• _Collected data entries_
Start of Block

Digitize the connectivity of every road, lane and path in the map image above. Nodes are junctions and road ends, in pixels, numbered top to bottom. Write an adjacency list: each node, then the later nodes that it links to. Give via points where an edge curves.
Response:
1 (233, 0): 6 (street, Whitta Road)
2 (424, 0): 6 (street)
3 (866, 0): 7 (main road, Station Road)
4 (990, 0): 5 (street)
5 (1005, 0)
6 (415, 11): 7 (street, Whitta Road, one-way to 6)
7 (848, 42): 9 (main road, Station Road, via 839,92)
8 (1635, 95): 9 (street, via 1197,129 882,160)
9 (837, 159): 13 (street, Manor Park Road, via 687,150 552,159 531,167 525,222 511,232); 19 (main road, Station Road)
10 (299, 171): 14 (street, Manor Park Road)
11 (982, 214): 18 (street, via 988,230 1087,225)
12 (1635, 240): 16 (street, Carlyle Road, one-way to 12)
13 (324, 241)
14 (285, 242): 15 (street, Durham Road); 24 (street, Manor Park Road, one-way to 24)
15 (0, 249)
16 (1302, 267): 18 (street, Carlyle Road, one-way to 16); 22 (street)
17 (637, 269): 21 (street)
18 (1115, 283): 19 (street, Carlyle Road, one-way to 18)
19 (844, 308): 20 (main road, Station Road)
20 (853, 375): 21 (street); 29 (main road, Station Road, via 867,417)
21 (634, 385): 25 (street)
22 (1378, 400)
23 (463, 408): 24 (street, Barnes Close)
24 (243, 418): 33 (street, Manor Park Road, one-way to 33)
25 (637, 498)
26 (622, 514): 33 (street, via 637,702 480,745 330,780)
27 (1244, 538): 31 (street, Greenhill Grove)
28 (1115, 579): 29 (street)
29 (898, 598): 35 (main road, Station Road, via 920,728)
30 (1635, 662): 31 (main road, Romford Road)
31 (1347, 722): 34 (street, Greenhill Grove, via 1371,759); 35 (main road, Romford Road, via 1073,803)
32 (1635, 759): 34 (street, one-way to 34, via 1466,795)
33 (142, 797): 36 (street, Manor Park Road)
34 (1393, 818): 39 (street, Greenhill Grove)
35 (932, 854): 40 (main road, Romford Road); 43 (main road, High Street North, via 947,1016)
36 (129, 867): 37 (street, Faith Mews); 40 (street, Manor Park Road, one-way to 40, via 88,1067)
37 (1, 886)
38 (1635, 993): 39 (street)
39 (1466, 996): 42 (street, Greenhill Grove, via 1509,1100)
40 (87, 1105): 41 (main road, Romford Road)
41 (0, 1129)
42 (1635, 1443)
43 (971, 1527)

End of Block

• _REQUIRED WORK_
Copy down every line of the entries containing the word "Whitta".

• _ANSWER SPACE_
1 (233, 0): 6 (street, Whitta Road)
6 (415, 11): 7 (street, Whitta Road, one-way to 6)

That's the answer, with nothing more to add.